Start of Study material
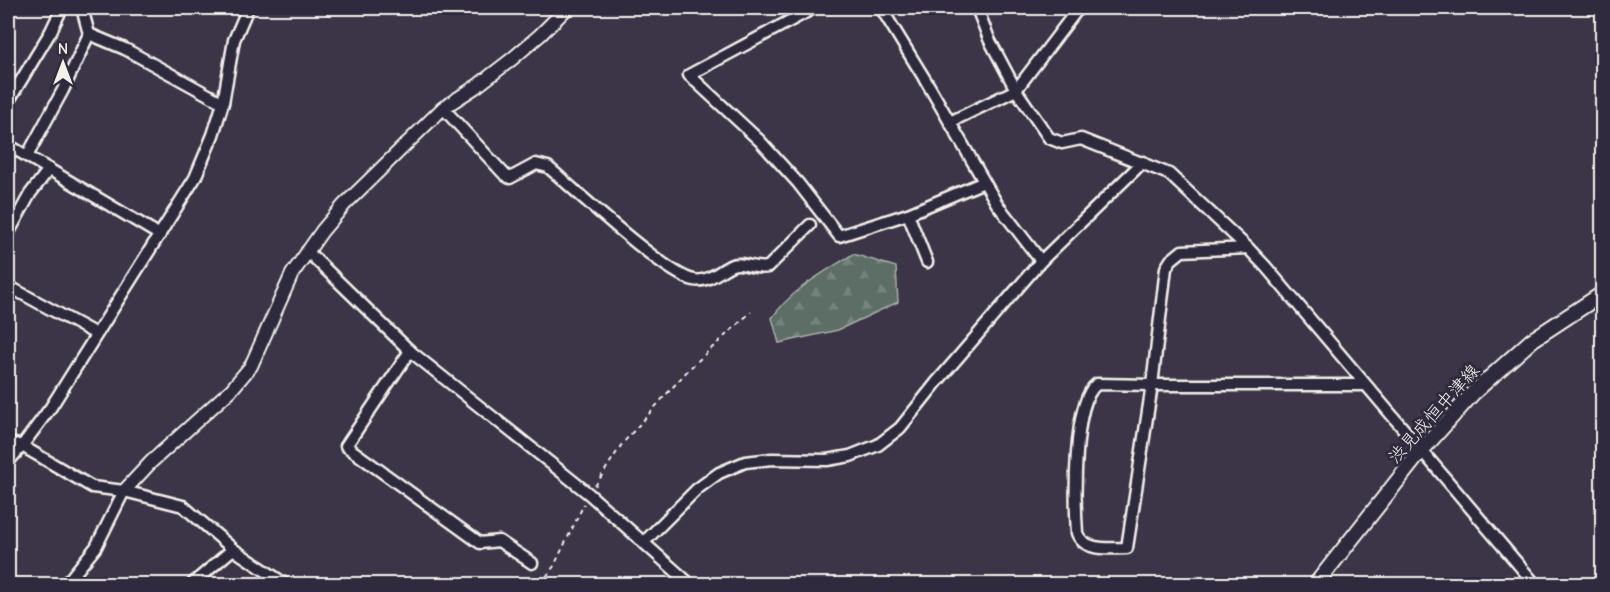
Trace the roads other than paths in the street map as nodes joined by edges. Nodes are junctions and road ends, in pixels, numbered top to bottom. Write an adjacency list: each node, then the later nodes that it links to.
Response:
1 (62, 8): 11 (street)
2 (82, 8): 9 (street)
3 (248, 8): 12 (street)
4 (567, 8): 13 (street)
5 (814, 8): 20 (street)
6 (881, 8): 14 (street)
7 (977, 8): 10 (street)
8 (1074, 8): 10 (street)
9 (89, 34): 12 (street); 16 (street)
10 (1016, 90): 14 (street); 17 (street)
11 (8, 102)
12 (223, 103): 23 (street)
13 (443, 108): 21 (street); 25 (street)
14 (950, 122): 19 (street)
15 (8, 145): 16 (street)
16 (27, 156): 18 (street)
17 (1143, 162): 24 (street); 26 (street)
18 (49, 169): 22 (street); 23 (street)
19 (984, 182): 20 (street); 26 (street)
20 (908, 214): 27 (street)
21 (810, 225)
22 (8, 234)
23 (160, 235): 30 (street)
24 (1248, 248): 32 (street); 33 (street)
25 (307, 251): 31 (street); 38 (street)
26 (1041, 261): 39 (street)
27 (927, 262)
28 (8, 286): 30 (street)
29 (1602, 294): 36 (main road, 渋見成恒中津線)
30 (96, 333): 35 (street)
31 (410, 351): 39 (street); 41 (street)
32 (1152, 385): 32 (street); 33 (street)
33 (1365, 385): 36 (street)
34 (8, 442): 35 (street)
35 (22, 447): 37 (street); 38 (street)
36 (1421, 451): 47 (main road, 渋見成恒中津線); 48 (street)
37 (8, 462)
38 (124, 491): 40 (street); 43 (street)
39 (643, 543): 46 (street)
40 (232, 549): 42 (street); 44 (street)
41 (532, 563)
42 (271, 581): 45 (street)
43 (66, 585)
44 (192, 585)
45 (285, 585)
46 (690, 585)
47 (1316, 585)
48 (1535, 585)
End of Study material
Work instructions: What is needed here is each line above set down word for word, minus the images.

Solution for this task:
Trace the roads other than paths in the street map as nodes joined by edges. Nodes are junctions and road ends, in pixels, numbered top to bottom. Write an adjacency list: each node, then the later nodes that it links to.
Response:
1 (62, 8): 11 (street)
2 (82, 8): 9 (street)
3 (248, 8): 12 (street)
4 (567, 8): 13 (street)
5 (814, 8): 20 (street)
6 (881, 8): 14 (street)
7 (977, 8): 10 (street)
8 (1074, 8): 10 (street)
9 (89, 34): 12 (street); 16 (street)
10 (1016, 90): 14 (street); 17 (street)
11 (8, 102)
12 (223, 103): 23 (street)
13 (443, 108): 21 (street); 25 (street)
14 (950, 122): 19 (street)
15 (8, 145): 16 (street)
16 (27, 156): 18 (street)
17 (1143, 162): 24 (street); 26 (street)
18 (49, 169): 22 (street); 23 (street)
19 (984, 182): 20 (street); 26 (street)
20 (908, 214): 27 (street)
21 (810, 225)
22 (8, 234)
23 (160, 235): 30 (street)
24 (1248, 248): 32 (street); 33 (street)
25 (307, 251): 31 (street); 38 (street)
26 (1041, 261): 39 (street)
27 (927, 262)
28 (8, 286): 30 (street)
29 (1602, 294): 36 (main road, 渋見成恒中津線)
30 (96, 333): 35 (street)
31 (410, 351): 39 (street); 41 (street)
32 (1152, 385): 32 (street); 33 (street)
33 (1365, 385): 36 (street)
34 (8, 442): 35 (street)
35 (22, 447): 37 (street); 38 (street)
36 (1421, 451): 47 (main road, 渋見成恒中津線); 48 (street)
37 (8, 462)
38 (124, 491): 40 (street); 43 (street)
39 (643, 543): 46 (street)
40 (232, 549): 42 (street); 44 (street)
41 (532, 563)
42 (271, 581): 45 (street)
43 (66, 585)
44 (192, 585)
45 (285, 585)
46 (690, 585)
47 (1316, 585)
48 (1535, 585)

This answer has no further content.